Mitten im Park, der seinen Namen trägt, ganz in der Nähe des Flusses und umgeben von Linden, wird seit 2008 das 1940 erschossene Denkmal errichtet, das Lluís Companys, dem Präsidenten der republikanischen Generalitat, gewidmet ist. Das Ensemble wurde von den städtischen technischen Diensten von Sant Sadurní d'Anoia entworfen und hat sich einer völlig zeitgenössischen und abstrakten Sprache verschrieben: Zwei Stahlplatten mit ungleichen Proportionen — die auf der Ostseite ist schlanker, die auf der Westseite ist breiter — sind auf einem Pflaster aus Steinen und Mörtel ausgelegt, das den Rand markiert und einen flachen Grundriss zeichnet. Ein Halbkreis, der den Besucher einlädt, ihn zu umgehen.
Die Hauptplatte, etwas mehr als drei Meter hoch, fungiert als „offenes Buch“, in das die Widmung an Companys eingraviert ist; die zweite, ein paar Handflächen nach hinten bewegt, erzeugt ein subtiles Schattenspiel, das sich im Rhythmus der Sonne ändert und metaphorisch an den polyedrischen Fußabdruck des Politikers erinnert. Das gewählte Material ist kein Zufall: Stahl, der der Witterung ausgesetzt ist, erzeugt mit Rost eine lebendige Patina, die an den Lauf der Zeit, die Härte der Verdrängung und gleichzeitig an die Stärke des kollektiven Gedächtnisses erinnert. Das gepflasterte Pflaster mit einer bescheidenen, weinähnlichen Ästhetik verbindet das Werk mit der Umgebung des Penedès, die die Gemeinde so gut kennzeichnet.

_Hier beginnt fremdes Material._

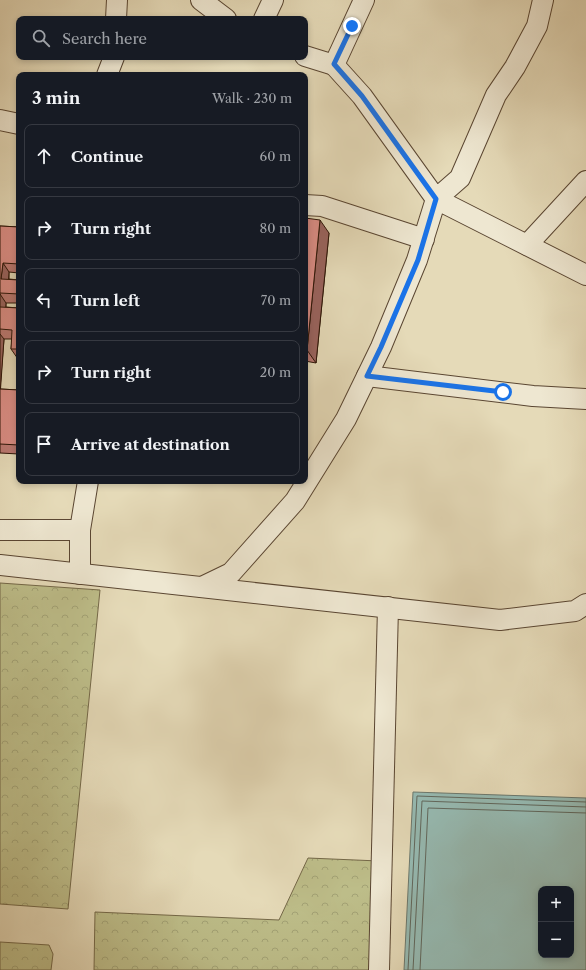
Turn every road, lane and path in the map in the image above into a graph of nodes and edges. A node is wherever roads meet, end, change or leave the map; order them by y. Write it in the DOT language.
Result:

Das Projekt wurde als Ergebnis einer Bürgerinitiative ins Leben gerufen, um Sant Sadurní einen institutionellen Erinnerungsraum für den Märtyrerpräsidenten zu bieten. Der Stadtrat stimmte dem Vorschlag 2007 zu, und im darauffolgenden Jahr, zeitgleich mit den Ereignissen des 68. Jahrestages der Schießerei, wurde das Denkmal mit einer Blumenopfergabe, den Parlamenten der Gedenkstätten und der Aufführung von El Cant dels Ocells durch Schüler der Musikschule eingeweiht. Seitdem wird der Park jedes Jahr am 15. Oktober zum Treffpunkt für die jährliche Hommage, veranstaltet aber auch Schulveranstaltungen zur historischen Verbreitung und Führungen im Rahmen des Programms „Paths of Memory“.
Architektonisch verfügt der Komplex über eine durchdachte Treppe, die nicht mit den Bäumen oder dem benachbarten Sportplatz konkurriert. Aufgrund der Höhe kann die Inschrift problemlos gelesen werden, und gleichzeitig ragt sie genug heraus, um sie von jedem Punkt der Promenade aus zu lokalisieren. In der Nacht durchfluten zwei LED-Strahler die Metalloberfläche und bringen rötliche Farbtöne zum Vorschein, die den Raum in eine intime, fast kollektive Ecke verwandeln. Trotz seiner formalen Schlichtheit besitzt das Denkmal eine starke symbolische Kraft: Die Dualität der Platten spielt auf die Persönlichkeit des Unternehmens und die Institution des Unternehmens an; die Lücke zwischen beiden wird als der Raum der Freiheit und Hoffnung interpretiert, den der Präsident bis zum Ende beanspruchte.
Der gute Erhaltungszustand ist das Ergebnis regelmäßiger kommunaler Wartungsarbeiten, die aus der regelmäßigen Entfernung aggressiver Oberflächenoxidationen und dem Austausch des Kiesbetts bestehen. Es gibt keine architektonischen Barrieren und der Zugang ist rund um die Uhr geöffnet, was den spontanen Besuch, das erholsame Lesen der Widmung und die bürgerliche Nutzung der grünen Umgebung begünstigt.
Neben seiner Gedenkfunktion ist der Raum zum Schauplatz zahlreicher kultureller Aktivitäten geworden: Gedichtabende, akustische Konzerte oder sogar die letzte Station einiger historischer Routen, die den Kampf gegen Franco im Alt Penedès erklären. Das Denkmal für Lluís Companys ist daher viel mehr als eine Skulptur: Es ist ein Ort, an dem das lokale demokratische Gedächtnis zum Ausdruck kommt und eine permanente Einladung zum Dialog mit der Vergangenheit ist, um eine gerechtere Zukunft aufzubauen.